DOSSIER AGENDA ONU – OBIETTIVO 2 Fame nel Mondo: dalla crisi di Covid-19 la situazione è bloccata. Da Gaza alla Somalia, affamare le popolazioni è diventata una nuova arma di guerra, secondo Silvia Gison di Save The Children

DOSSIER AGENDA ONU – OBIETTIVO 2 Fame nel Mondo: dalla crisi di Covid-19 la situazione è bloccata. Da Gaza alla Somalia, affamare le popolazioni è diventata una nuova arma di guerra, secondo Silvia Gison di Save The Children

L’ultimo rapporto pubblicato nel 2024 dalle Nazioni unite sugli obiettivi di sviluppo sostenibile dell’Agenda 2030 ha lanciato l’allarme sui ritardi e i mancati progressi, evidenziando come il Mondo sia gravemente fuori strada rispetto alla loro realizzazione entro il 2030.

In particolare, per quanto riguarda l’obiettivo 2 Sconfiggere la fame, i livelli di fame e insicurezza alimentare a livello globale dopo un forte aumento dovuto alla pandemia di Covid-19 sono rimasti elevati e quasi invariati per tre anni. 

Nel 2023, circa 733 milioni di persone hanno sofferto la fame e 2,33 miliardi di persone hanno sperimentato un insicurezza alimentare da moderata a grave. 

1 persona su 11 nel mondo soffre la fame e in Africa soffre la fame il 20,4 percento della popolazione ovvero 1 persona su 5 (©Illustrazione Save the Children)

Secondo le stime di Save the Children, più di 17,6 milioni di bambini sono nati in condizione di fame nel 2023, un quinto in più rispetto al 2013. 

La quasi totalità (95%) sono in Africa e Asia, senza contare l’impatto della situazione di grave carestia nei territori palestinesi occupati.

Silvia Gison, Coordinatrice Advocacy Umanitaria Save The Children Italia

Silvia Gison, coordinatrice advocacy umanitaria di Save The Children Italia, dichiara ad Agenda 17 Plus che: “Si sta procedendo a velocità diseguale all’interno del raggiungimento degli obiettivi di sviluppo sostenibile. All’inizio abbiamo visto un’accelerata rispetto al tentativo di sconfiggere la fame e ci sono stati sforzi a favore dell’ambiente. Poi, pian piano, questi obiettivi si sono allontanati, non tanto e solo per volontà politiche, ma anche per una serie di shock esterni.”

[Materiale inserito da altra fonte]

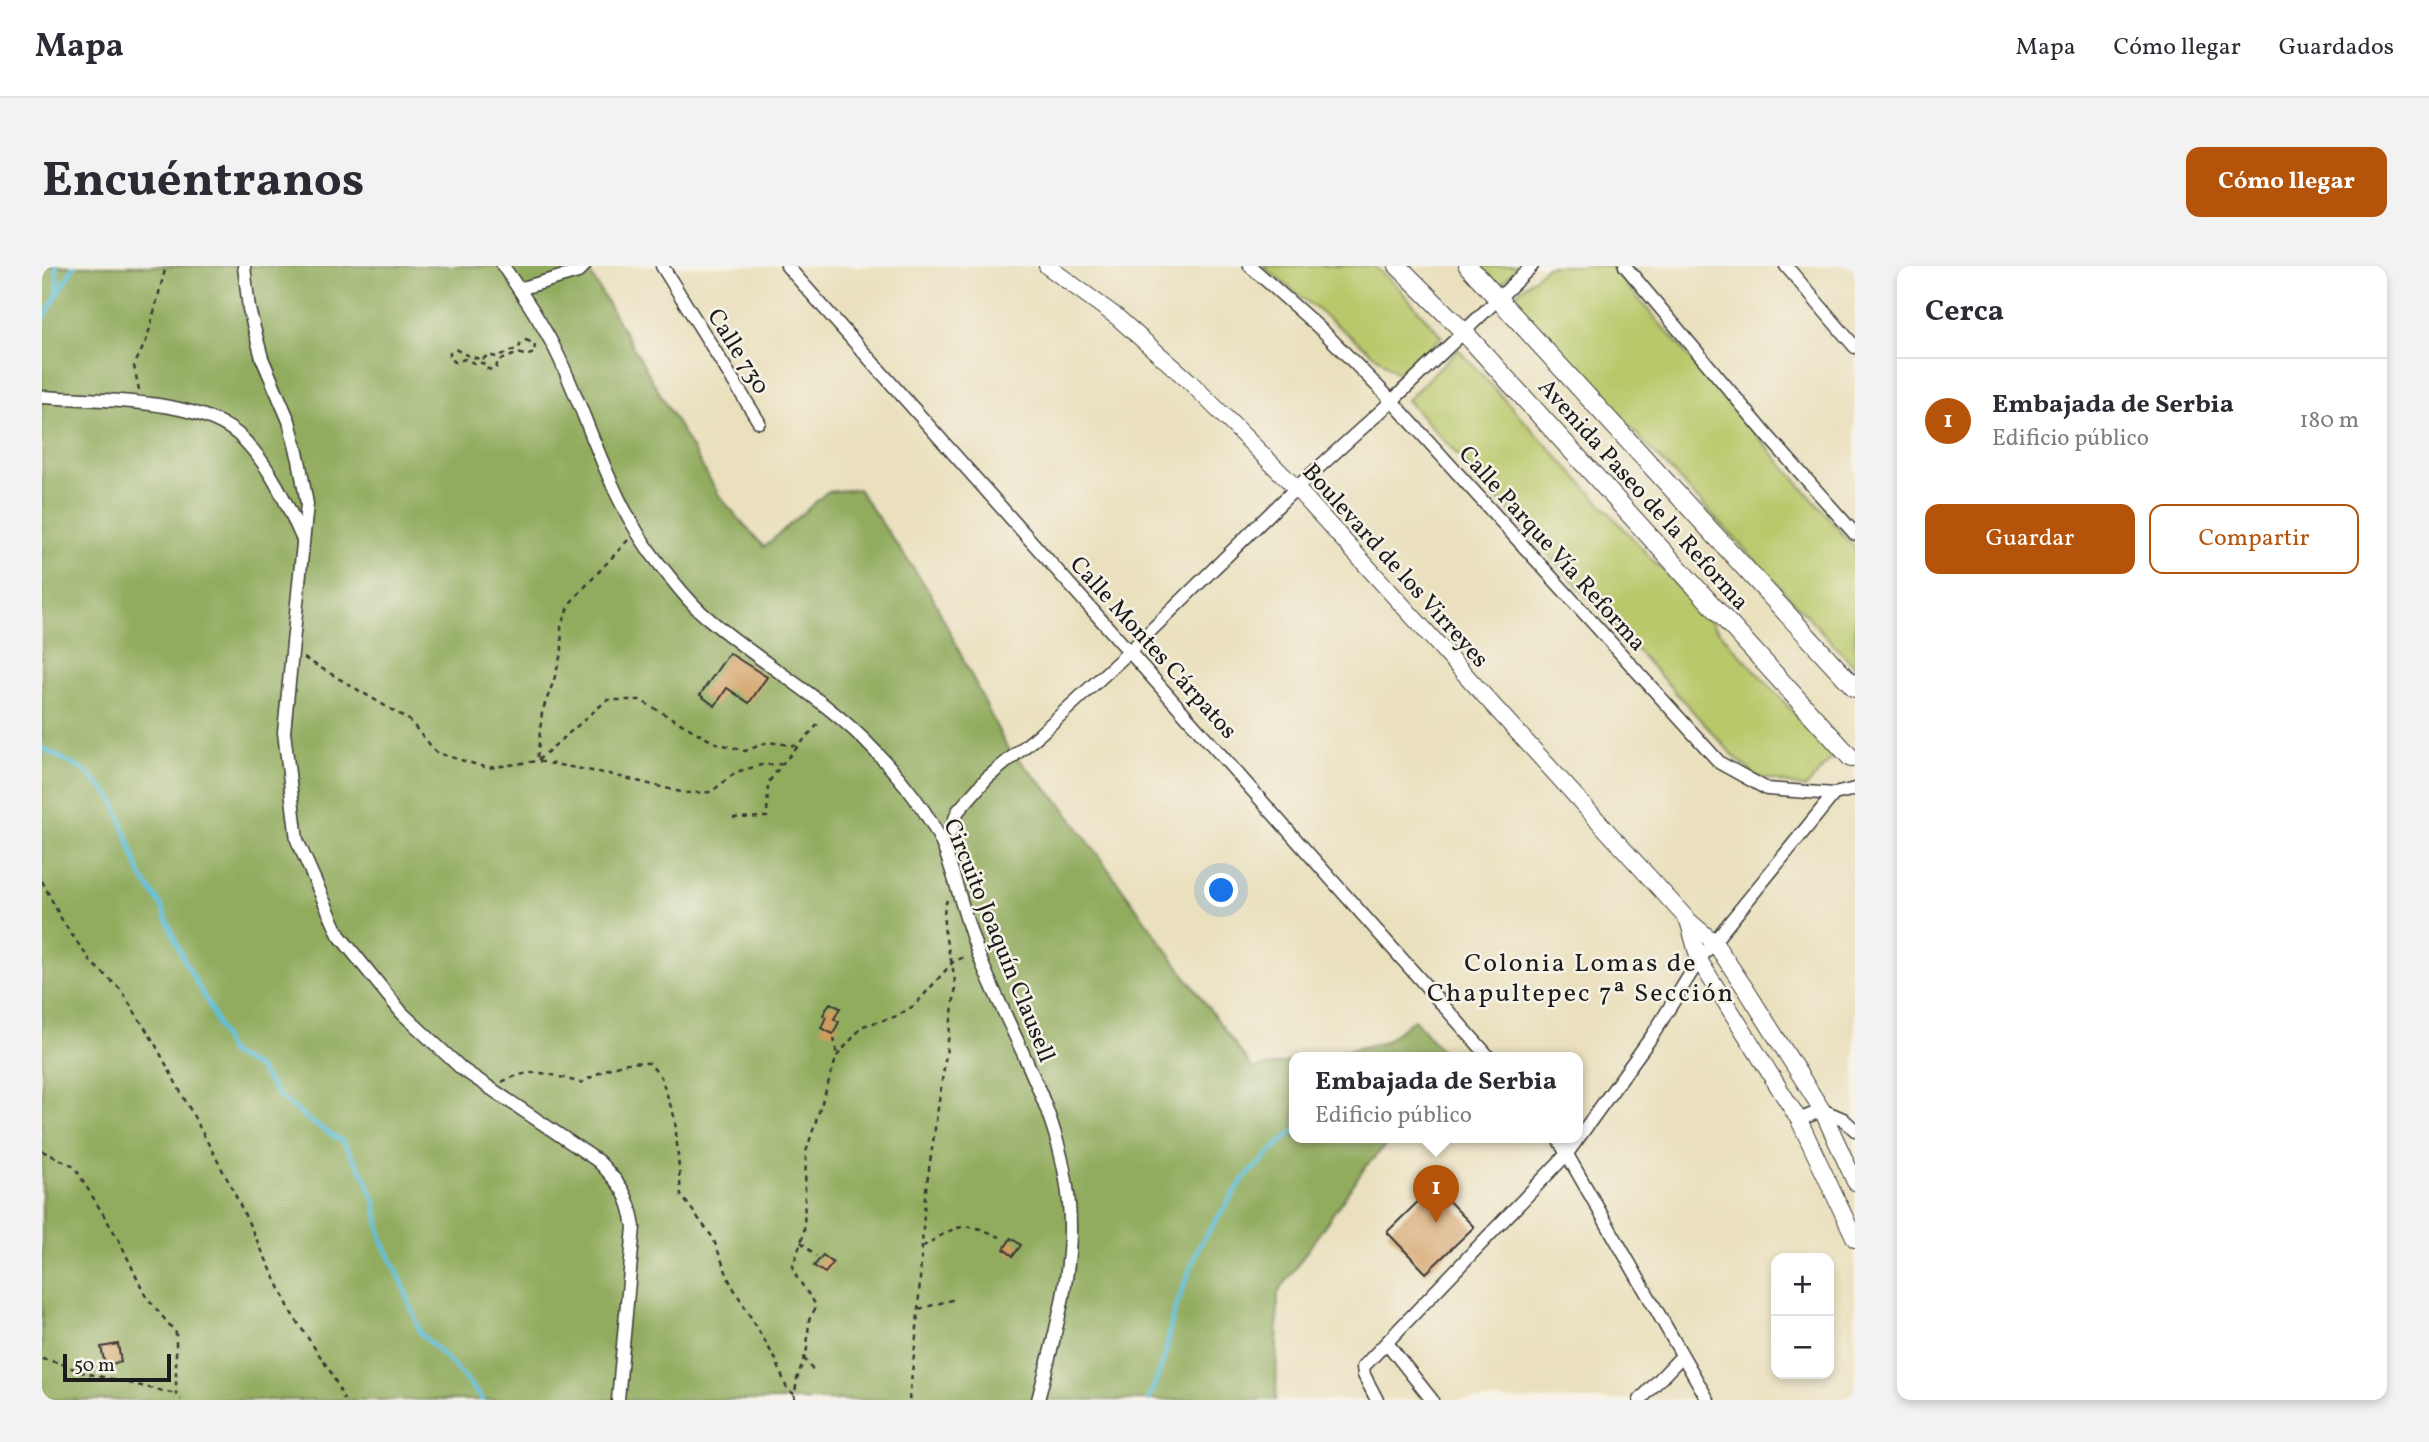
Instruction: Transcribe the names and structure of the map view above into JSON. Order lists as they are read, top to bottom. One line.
{"streets":{"main road":["Avenida Paseo de la Reforma"],"street":["Calle 730","Calle Parque Vía Reforma","Boulevard de los Virreyes","Calle Montes Cárpatos","Circuito Joaquín Clausell"]},"districts":["Colonia Lomas de Chapultepec 7ª Sección"],"scale_bar":"50 m","page":{"header":"Mapa","nav":["Mapa","Cómo llegar","Guardados"],"buttons":["Cómo llegar",["Guardar","Compartir"]],"title":"Encuéntranos","heading":"Cerca","list":[{"mark":"1","name":"Embajada de Serbia","note":"Edificio público","value":"180 m"}],"popup":["Embajada de Serbia","Edificio público"],"pins":"1","map_buttons":["+","−"],"scale":"50 m"}}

Secondo Save the Children da oggi al 2100 la situazione per l’infanzia peggiorerà drasticamente

Silvia Gison continua: “abbiamo visto accelerare in maniera esponenziale le catastrofi legate al clima in maniera decisamente preoccupante. Pensiamo che il numero di bambini a rischio di shock climatici estremi sia in continuo aumento e da qui al 2100 peggiorerà drasticamente la situazione per l’infanzia. 

Allo stesso tempo abbiamo visto l’aumento delle violenze armate all’interno sia di conflitti armati, sia all’interno di aree quali Haiti dove gruppi armati non statali e gang violente stanno tenendo sotto scacco la popolazione civile. 

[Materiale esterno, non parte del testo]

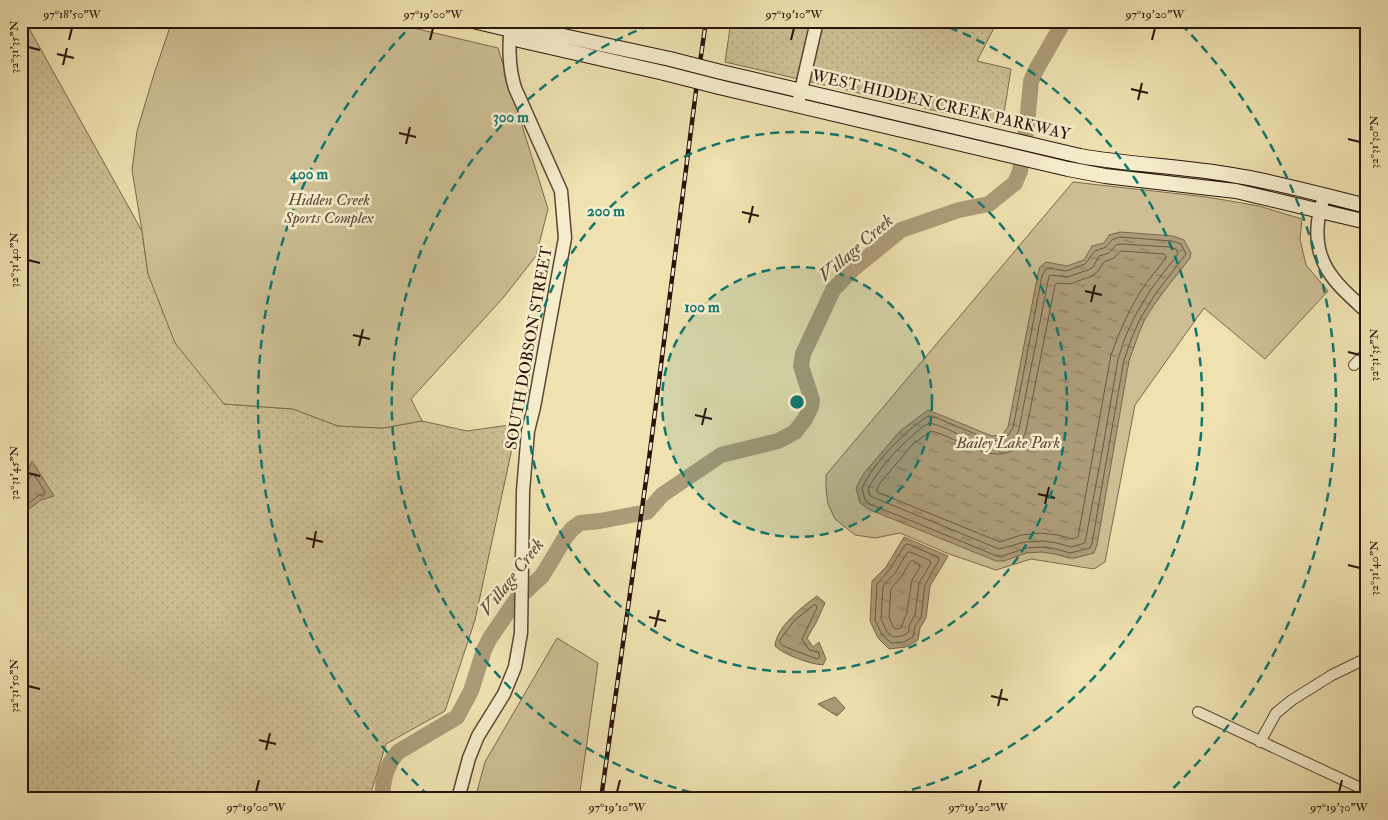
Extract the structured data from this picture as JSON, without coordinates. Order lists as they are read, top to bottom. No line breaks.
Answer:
{"streets":{"main road":["WEST HIDDEN CREEK PARKWAY"],"street":["SOUTH DOBSON STREET"]},"crossings":[["WEST HIDDEN CREEK PARKWAY","SOUTH DOBSON STREET"]],"water":["Village Creek"],"parks":["Hidden Creek Sports Complex","Bailey Lake Park"],"coordinates":["97°18'50\"W","97°19'00\"W","97°19'10\"W","97°19'20\"W","32°31'35\"N","32°31'30\"N","32°31'40\"N","32°31'45\"N","32°31'50\"N","97°19'30\"W"],"rings":["300 m","400 m","200 m","100 m"]}
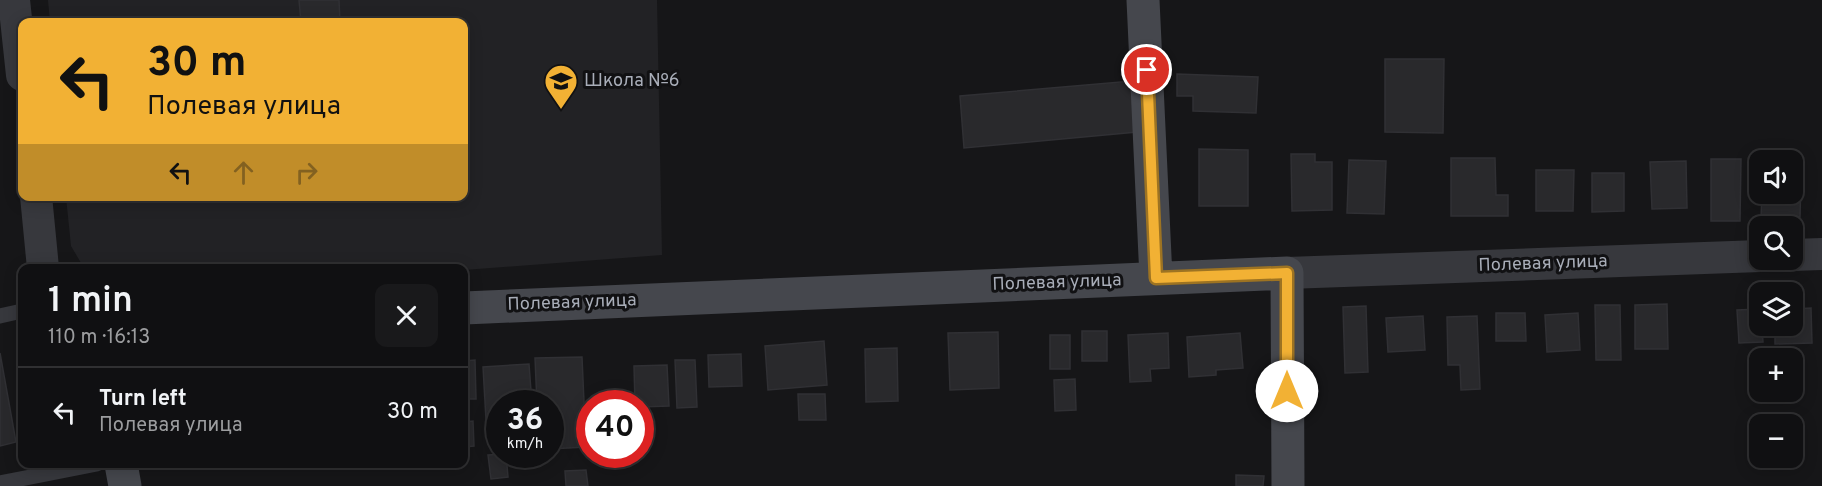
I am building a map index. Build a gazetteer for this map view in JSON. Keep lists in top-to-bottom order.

In situazioni come questa, gli sforzi volti a sconfiggere la fame e quindi a portare al raggiungimento dell’obiettivo 2 ‘Fame zero’, diventano sempre più complessi.”

Allarme sulla fame e carestia che affamano la popolazione della Striscia di Gaza

L’allarme che lancia Save the Children è il proliferare dell’utilizzo della fame come arma di guerra, un vero e proprio diniego dell’accesso dei beni di genere alimentare all’interno di zone conflittuali che comporta una difficoltà per i civili e, ovviamente, per i minori di accedere a un sostentamento nutrizionale adatto a poter portarli fuori dalla fame.

Già nel marzo dello scorso anno l’Integrated Food Security Phase Classification (IPC) aveva lanciato l’allarme sulla situazione alimentare nella Striscia di Gaza dichiarando il livello 5 di catastrofe alimentare in assenza di un immediato cessate il fuoco e la garanzia di un accesso prolungato alla fornitura di servizi essenziali alla popolazione.

A distanza di un anno la situazione continua a essere disastrosa e dall’inizio del 2025 nella Striscia una media di 112 bambini al giorno sono stati ricoverati per il trattamento della malnutrizione per un totale di oltre 16 mila bambini. In meno di venti giorni, almeno 163 persone sono state uccise e 1.495 ferite mentre aspettavano che venisse consegnato cibo nelle aree predisposte e il rischio ora è che i bambini cominceranno a morire di sete, perché solo il 40% delle strutture per la depurazione di acqua potabile rimane in funzione. 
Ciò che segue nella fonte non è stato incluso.